# [Your objective]
Return the data below unchanged. Drop any pictures.

# [Task input]
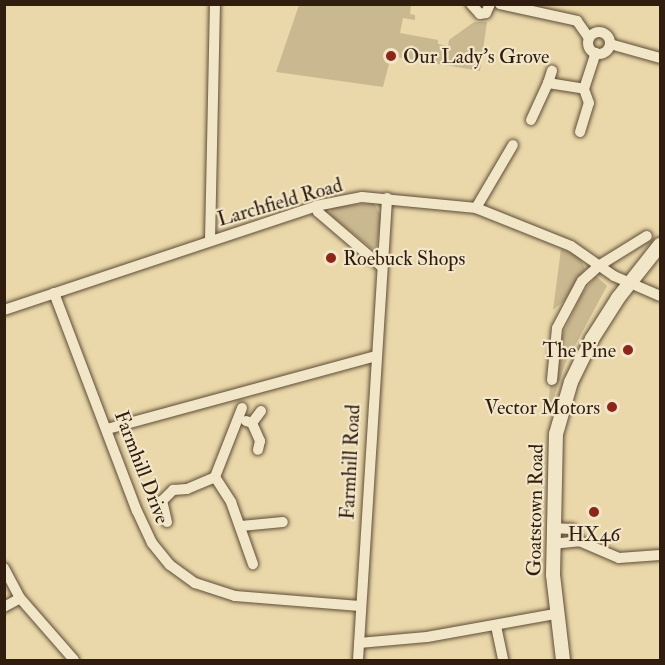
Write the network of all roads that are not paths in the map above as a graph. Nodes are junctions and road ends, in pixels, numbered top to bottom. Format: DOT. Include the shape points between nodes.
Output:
graph roads {
  1 [pos="215,4"];
  2 [pos="471,4"];
  3 [pos="490,4"];
  4 [pos="500,4"];
  5 [pos="589,38"];
  6 [pos="610,44"];
  7 [pos="596,53"];
  8 [pos="660,58"];
  9 [pos="552,71"];
  10 [pos="548,83"];
  11 [pos="584,89"];
  12 [pos="531,120"];
  13 [pos="580,132"];
  14 [pos="513,145"];
  15 [pos="387,198"];
  16 [pos="316,206"];
  17 [pos="476,208"];
  18 [pos="208,219"];
  19 [pos="225,236"];
  20 [pos="647,236"];
  21 [pos="210,241"];
  22 [pos="660,245"];
  23 [pos="600,265"];
  24 [pos="381,266"];
  25 [pos="631,281"];
  26 [pos="54,293"];
  27 [pos="660,296"];
  28 [pos="4,310"];
  29 [pos="375,356"];
  30 [pos="552,380"];
  31 [pos="261,411"];
  32 [pos="252,423"];
  33 [pos="108,429"];
  34 [pos="258,450"];
  35 [pos="214,477"];
  36 [pos="167,522"];
  37 [pos="283,522"];
  38 [pos="241,526"];
  39 [pos="552,528"];
  40 [pos="579,541"];
  41 [pos="552,544"];
  42 [pos="660,555"];
  43 [pos="253,564"];
  44 [pos="4,568"];
  45 [pos="20,598"];
  46 [pos="360,606"];
  47 [pos="4,607"];
  48 [pos="555,614"];
  49 [pos="496,626"];
  50 [pos="359,643"];
  51 [pos="74,660"];
  52 [pos="358,660"];
  53 [pos="503,660"];
  54 [pos="563,660"];
  1 -- 18 [label="street"];
  2 -- 3 [label="street" via="480,14 486,13"];
  4 -- 5 [label="street" via="577,21"];
  5 -- 6 [label="street" via="596,32 603,33"];
  5 -- 7 [label="street" via="590,49"];
  6 -- 7 [label="street" via="605,52"];
  6 -- 8 [label="street"];
  7 -- 11 [label="street"];
  9 -- 10 [label="street"];
  10 -- 11 [label="street"];
  10 -- 12 [label="street"];
  11 -- 13 [label="street" via="590,103"];
  14 -- 17 [label="street"];
  15 -- 16 [label="street, Larchfield Road" via="362,197"];
  15 -- 17 [label="street, Larchfield Road"];
  15 -- 24 [label="street, Farmhill Road"];
  16 -- 19 [label="street, Larchfield Road"];
  16 -- 24 [label="street" via="318,212"];
  17 -- 23 [label="street, Larchfield Road" via="571,246"];
  18 -- 19 [label="street"];
  18 -- 21 [label="street"];
  19 -- 21 [label="street, Larchfield Road"];
  20 -- 23 [label="street"];
  21 -- 26 [label="street, Larchfield Road"];
  22 -- 25 [label="main road, Goatstown Road"];
  23 -- 25 [label="street, Larchfield Road" via="614,276"];
  23 -- 30 [label="street" via="582,281 563,314 554,346"];
  24 -- 29 [label="street, Farmhill Road"];
  25 -- 27 [label="street, Larchfield Road"];
  25 -- 39 [label="main road, Goatstown Road" via="592,339 564,405 555,444"];
  26 -- 28 [label="street, Larchfield Road"];
  26 -- 33 [label="street, Farmhill Drive"];
  29 -- 33 [label="street"];
  29 -- 46 [label="street, Farmhill Road"];
  31 -- 32 [label="street"];
  32 -- 34 [label="street" via="260,441"];
  32 -- 35 [label="street" via="241,413"];
  33 -- 46 [label="street, Farmhill Drive" via="153,543 181,576 235,596"];
  35 -- 36 [label="street" via="187,489 173,490 162,501"];
  35 -- 38 [label="street"];
  37 -- 38 [label="street"];
  38 -- 43 [label="street"];
  39 -- 40 [label="street" via="572,529"];
  39 -- 41 [label="main road, Goatstown Road"];
  40 -- 41 [label="street"];
  40 -- 42 [label="street" via="619,558"];
  41 -- 48 [label="main road, Goatstown Road"];
  44 -- 45 [label="street"];
  45 -- 47 [label="street"];
  45 -- 51 [label="street"];
  46 -- 50 [label="street, Farmhill Road"];
  48 -- 49 [label="street"];
  48 -- 54 [label="main road, Goatstown Road"];
  49 -- 50 [label="street"];
  49 -- 53 [label="street"];
  50 -- 52 [label="street, Farmhill Road"];
}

# [Expected output]
Write the network of all roads that are not paths in the map above as a graph. Nodes are junctions and road ends, in pixels, numbered top to bottom. Format: DOT. Include the shape points between nodes.
Output:
graph roads {
  1 [pos="215,4"];
  2 [pos="471,4"];
  3 [pos="490,4"];
  4 [pos="500,4"];
  5 [pos="589,38"];
  6 [pos="610,44"];
  7 [pos="596,53"];
  8 [pos="660,58"];
  9 [pos="552,71"];
  10 [pos="548,83"];
  11 [pos="584,89"];
  12 [pos="531,120"];
  13 [pos="580,132"];
  14 [pos="513,145"];
  15 [pos="387,198"];
  16 [pos="316,206"];
  17 [pos="476,208"];
  18 [pos="208,219"];
  19 [pos="225,236"];
  20 [pos="647,236"];
  21 [pos="210,241"];
  22 [pos="660,245"];
  23 [pos="600,265"];
  24 [pos="381,266"];
  25 [pos="631,281"];
  26 [pos="54,293"];
  27 [pos="660,296"];
  28 [pos="4,310"];
  29 [pos="375,356"];
  30 [pos="552,380"];
  31 [pos="261,411"];
  32 [pos="252,423"];
  33 [pos="108,429"];
  34 [pos="258,450"];
  35 [pos="214,477"];
  36 [pos="167,522"];
  37 [pos="283,522"];
  38 [pos="241,526"];
  39 [pos="552,528"];
  40 [pos="579,541"];
  41 [pos="552,544"];
  42 [pos="660,555"];
  43 [pos="253,564"];
  44 [pos="4,568"];
  45 [pos="20,598"];
  46 [pos="360,606"];
  47 [pos="4,607"];
  48 [pos="555,614"];
  49 [pos="496,626"];
  50 [pos="359,643"];
  51 [pos="74,660"];
  52 [pos="358,660"];
  53 [pos="503,660"];
  54 [pos="563,660"];
  1 -- 18 [label="street"];
  2 -- 3 [label="street" via="480,14 486,13"];
  4 -- 5 [label="street" via="577,21"];
  5 -- 6 [label="street" via="596,32 603,33"];
  5 -- 7 [label="street" via="590,49"];
  6 -- 7 [label="street" via="605,52"];
  6 -- 8 [label="street"];
  7 -- 11 [label="street"];
  9 -- 10 [label="street"];
  10 -- 11 [label="street"];
  10 -- 12 [label="street"];
  11 -- 13 [label="street" via="590,103"];
  14 -- 17 [label="street"];
  15 -- 16 [label="street, Larchfield Road" via="362,197"];
  15 -- 17 [label="street, Larchfield Road"];
  15 -- 24 [label="street, Farmhill Road"];
  16 -- 19 [label="street, Larchfield Road"];
  16 -- 24 [label="street" via="318,212"];
  17 -- 23 [label="street, Larchfield Road" via="571,246"];
  18 -- 19 [label="street"];
  18 -- 21 [label="street"];
  19 -- 21 [label="street, Larchfield Road"];
  20 -- 23 [label="street"];
  21 -- 26 [label="street, Larchfield Road"];
  22 -- 25 [label="main road, Goatstown Road"];
  23 -- 25 [label="street, Larchfield Road" via="614,276"];
  23 -- 30 [label="street" via="582,281 563,314 554,346"];
  24 -- 29 [label="street, Farmhill Road"];
  25 -- 27 [label="street, Larchfield Road"];
  25 -- 39 [label="main road, Goatstown Road" via="592,339 564,405 555,444"];
  26 -- 28 [label="street, Larchfield Road"];
  26 -- 33 [label="street, Farmhill Drive"];
  29 -- 33 [label="street"];
  29 -- 46 [label="street, Farmhill Road"];
  31 -- 32 [label="street"];
  32 -- 34 [label="street" via="260,441"];
  32 -- 35 [label="street" via="241,413"];
  33 -- 46 [label="street, Farmhill Drive" via="153,543 181,576 235,596"];
  35 -- 36 [label="street" via="187,489 173,490 162,501"];
  35 -- 38 [label="street"];
  37 -- 38 [label="street"];
  38 -- 43 [label="street"];
  39 -- 40 [label="street" via="572,529"];
  39 -- 41 [label="main road, Goatstown Road"];
  40 -- 41 [label="street"];
  40 -- 42 [label="street" via="619,558"];
  41 -- 48 [label="main road, Goatstown Road"];
  44 -- 45 [label="street"];
  45 -- 47 [label="street"];
  45 -- 51 [label="street"];
  46 -- 50 [label="street, Farmhill Road"];
  48 -- 49 [label="street"];
  48 -- 54 [label="main road, Goatstown Road"];
  49 -- 50 [label="street"];
  49 -- 53 [label="street"];
  50 -- 52 [label="street, Farmhill Road"];
}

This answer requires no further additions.